Both of Karl Hård af Segerstad's parents were Swedish nationals, and throughout his life he retained strong ties to Sweden, although he was born and lived in Finland. He studied architecture at the Polytechnic Institute in Helsinki, graduating in 1895. A year later, he received his Finnish citizenship. As a student, he worked for the architectural firms Kiseleff & Heikel (the firm of Konstantin Kiseleff and Elia Heikel) and Grahn, Hedman & Wasastjerna (the firm of architects Karl Gustaf Grahn, Ernst Gustaf Hedman and Knut Wasastjerna). After he graduated, he founded his own architectural firm and then worked as an independent architect for several years. In 1902 he was appointed deputy county architect of Viipuri Province, and in 1907 he was made city architect of Helsinki. His high demands on himself led to a quickly deteriorating health and he died in Helsinki in 1931 at the age of 58.

==Architecture==
Hård af Segerstad's architecture takes its inspiration mainly from contemporary Swedish and German architecture, and to a lesser degree from the National Romantic style which was popular among many contemporary Finnish architects.
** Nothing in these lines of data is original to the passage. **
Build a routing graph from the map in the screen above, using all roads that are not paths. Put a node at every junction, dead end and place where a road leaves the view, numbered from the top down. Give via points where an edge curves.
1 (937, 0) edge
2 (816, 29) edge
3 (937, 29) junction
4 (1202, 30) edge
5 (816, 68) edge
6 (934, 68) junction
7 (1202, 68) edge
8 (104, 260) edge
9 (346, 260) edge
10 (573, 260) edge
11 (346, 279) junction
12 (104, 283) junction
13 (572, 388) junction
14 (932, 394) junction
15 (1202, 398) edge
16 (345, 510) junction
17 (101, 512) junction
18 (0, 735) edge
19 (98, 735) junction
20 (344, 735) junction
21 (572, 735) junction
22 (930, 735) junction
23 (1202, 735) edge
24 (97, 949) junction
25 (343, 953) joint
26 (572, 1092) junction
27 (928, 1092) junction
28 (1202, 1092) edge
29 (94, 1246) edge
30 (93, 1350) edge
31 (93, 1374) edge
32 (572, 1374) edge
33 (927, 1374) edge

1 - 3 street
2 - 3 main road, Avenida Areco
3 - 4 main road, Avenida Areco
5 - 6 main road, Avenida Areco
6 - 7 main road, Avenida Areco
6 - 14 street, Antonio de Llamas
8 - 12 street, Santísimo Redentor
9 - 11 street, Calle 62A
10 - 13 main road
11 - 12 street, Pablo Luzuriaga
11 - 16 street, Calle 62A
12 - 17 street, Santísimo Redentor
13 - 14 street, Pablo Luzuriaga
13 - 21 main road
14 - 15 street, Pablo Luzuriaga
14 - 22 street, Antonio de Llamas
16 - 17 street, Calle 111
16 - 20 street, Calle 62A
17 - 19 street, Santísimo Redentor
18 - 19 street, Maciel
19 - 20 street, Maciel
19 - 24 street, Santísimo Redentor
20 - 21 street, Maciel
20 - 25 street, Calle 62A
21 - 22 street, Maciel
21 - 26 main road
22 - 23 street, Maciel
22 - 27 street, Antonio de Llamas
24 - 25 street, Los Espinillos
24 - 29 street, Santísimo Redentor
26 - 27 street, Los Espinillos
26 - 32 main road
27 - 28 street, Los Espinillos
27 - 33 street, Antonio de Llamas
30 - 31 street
The Châteauesque-style Nylands Nation building (1898–1901) in Helsinki has been described as his most accomplished work. During his time in Vyborg, he designed both tenement houses and a large covered market building. After his return to Helsinki he continued designing schools, a library, and another covered market. At city architect of Helsinki, he was in part responsible for social housing and planning issues.